Nothing but a number is expected: the count of lines in the data below that include "roads".

-------

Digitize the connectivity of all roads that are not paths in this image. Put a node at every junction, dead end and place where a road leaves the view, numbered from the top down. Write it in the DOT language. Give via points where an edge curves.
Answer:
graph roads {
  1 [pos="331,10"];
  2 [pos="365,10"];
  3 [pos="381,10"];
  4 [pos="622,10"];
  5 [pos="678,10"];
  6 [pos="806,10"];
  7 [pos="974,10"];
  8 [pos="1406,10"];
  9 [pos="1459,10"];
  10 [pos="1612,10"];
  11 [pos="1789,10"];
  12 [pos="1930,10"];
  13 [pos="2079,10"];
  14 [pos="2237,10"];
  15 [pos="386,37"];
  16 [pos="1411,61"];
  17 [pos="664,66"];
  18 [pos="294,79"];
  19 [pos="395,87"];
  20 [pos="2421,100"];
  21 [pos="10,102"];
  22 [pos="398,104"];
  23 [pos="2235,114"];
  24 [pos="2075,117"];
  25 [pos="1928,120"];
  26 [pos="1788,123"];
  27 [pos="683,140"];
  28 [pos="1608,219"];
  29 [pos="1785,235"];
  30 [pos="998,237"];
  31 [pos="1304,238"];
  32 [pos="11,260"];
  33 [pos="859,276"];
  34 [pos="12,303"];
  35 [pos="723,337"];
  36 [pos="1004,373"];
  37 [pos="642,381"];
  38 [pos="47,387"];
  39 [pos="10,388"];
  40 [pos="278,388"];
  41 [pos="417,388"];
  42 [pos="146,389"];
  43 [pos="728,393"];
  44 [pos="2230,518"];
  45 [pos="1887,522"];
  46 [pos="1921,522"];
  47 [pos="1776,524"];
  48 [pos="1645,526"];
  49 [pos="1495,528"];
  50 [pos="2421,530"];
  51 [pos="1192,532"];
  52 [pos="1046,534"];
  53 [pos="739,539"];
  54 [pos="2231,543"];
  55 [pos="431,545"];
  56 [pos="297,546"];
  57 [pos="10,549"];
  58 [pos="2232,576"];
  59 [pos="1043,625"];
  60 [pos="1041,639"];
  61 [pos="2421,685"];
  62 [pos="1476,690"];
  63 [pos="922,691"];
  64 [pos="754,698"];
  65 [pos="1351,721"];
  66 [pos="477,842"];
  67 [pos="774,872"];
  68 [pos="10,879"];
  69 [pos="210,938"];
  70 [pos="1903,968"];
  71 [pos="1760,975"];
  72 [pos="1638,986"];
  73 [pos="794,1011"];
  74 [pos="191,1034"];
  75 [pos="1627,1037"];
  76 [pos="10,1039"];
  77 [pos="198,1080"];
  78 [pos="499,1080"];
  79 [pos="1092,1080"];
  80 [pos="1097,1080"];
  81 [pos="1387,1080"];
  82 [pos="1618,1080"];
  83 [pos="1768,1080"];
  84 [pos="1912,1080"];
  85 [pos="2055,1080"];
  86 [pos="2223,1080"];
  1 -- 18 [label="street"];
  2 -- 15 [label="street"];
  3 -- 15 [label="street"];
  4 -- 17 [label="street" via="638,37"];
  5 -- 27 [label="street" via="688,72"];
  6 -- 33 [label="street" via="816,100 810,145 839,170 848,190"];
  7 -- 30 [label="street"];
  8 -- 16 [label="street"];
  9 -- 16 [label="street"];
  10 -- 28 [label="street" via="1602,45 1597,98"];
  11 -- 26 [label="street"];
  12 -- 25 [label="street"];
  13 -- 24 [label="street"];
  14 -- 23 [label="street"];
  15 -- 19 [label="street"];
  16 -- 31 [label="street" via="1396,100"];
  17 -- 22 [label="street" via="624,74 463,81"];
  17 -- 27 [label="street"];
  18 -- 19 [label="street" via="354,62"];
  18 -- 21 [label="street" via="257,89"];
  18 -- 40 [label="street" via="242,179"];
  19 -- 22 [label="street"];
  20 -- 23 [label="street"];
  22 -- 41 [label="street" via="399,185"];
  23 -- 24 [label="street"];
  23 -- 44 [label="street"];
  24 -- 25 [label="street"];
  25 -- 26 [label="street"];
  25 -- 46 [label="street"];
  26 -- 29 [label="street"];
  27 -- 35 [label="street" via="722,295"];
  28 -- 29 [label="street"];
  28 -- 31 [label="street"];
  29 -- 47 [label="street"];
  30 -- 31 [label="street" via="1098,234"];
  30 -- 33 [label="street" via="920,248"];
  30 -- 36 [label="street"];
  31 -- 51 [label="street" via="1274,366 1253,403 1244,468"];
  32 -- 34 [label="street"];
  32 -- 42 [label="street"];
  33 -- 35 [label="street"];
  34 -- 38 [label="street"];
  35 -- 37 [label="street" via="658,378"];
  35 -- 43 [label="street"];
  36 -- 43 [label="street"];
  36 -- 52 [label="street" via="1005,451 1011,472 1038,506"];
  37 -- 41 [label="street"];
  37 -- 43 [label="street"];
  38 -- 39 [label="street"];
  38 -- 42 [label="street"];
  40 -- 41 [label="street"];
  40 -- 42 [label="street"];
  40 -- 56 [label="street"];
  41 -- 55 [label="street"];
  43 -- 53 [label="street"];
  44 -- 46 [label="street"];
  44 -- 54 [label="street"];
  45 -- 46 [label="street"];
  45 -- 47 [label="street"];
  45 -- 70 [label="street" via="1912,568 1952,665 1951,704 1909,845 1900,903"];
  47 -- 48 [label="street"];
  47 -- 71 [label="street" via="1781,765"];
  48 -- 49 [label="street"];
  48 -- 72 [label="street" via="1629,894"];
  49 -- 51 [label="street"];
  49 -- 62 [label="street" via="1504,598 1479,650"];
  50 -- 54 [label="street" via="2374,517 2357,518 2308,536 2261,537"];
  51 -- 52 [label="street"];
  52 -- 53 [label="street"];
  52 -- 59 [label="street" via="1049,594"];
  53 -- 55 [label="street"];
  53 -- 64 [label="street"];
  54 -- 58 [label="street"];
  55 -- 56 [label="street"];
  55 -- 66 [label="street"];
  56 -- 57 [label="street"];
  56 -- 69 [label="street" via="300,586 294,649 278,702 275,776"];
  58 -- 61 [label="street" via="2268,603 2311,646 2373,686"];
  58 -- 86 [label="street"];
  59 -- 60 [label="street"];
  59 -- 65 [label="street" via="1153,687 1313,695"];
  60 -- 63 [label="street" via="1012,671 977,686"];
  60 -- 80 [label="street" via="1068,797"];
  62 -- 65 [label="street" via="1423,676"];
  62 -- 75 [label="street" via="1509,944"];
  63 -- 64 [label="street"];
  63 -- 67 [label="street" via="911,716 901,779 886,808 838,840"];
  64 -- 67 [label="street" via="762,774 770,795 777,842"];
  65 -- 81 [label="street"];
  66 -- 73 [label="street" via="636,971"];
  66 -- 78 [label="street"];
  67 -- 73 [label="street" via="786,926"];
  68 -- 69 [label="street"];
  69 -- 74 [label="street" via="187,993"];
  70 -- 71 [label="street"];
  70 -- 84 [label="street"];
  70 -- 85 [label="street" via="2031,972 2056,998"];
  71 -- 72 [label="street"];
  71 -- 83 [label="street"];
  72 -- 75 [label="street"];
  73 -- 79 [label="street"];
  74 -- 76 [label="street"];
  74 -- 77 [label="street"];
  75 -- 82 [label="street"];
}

-------

*RESPONSE TO THIS TASK*
2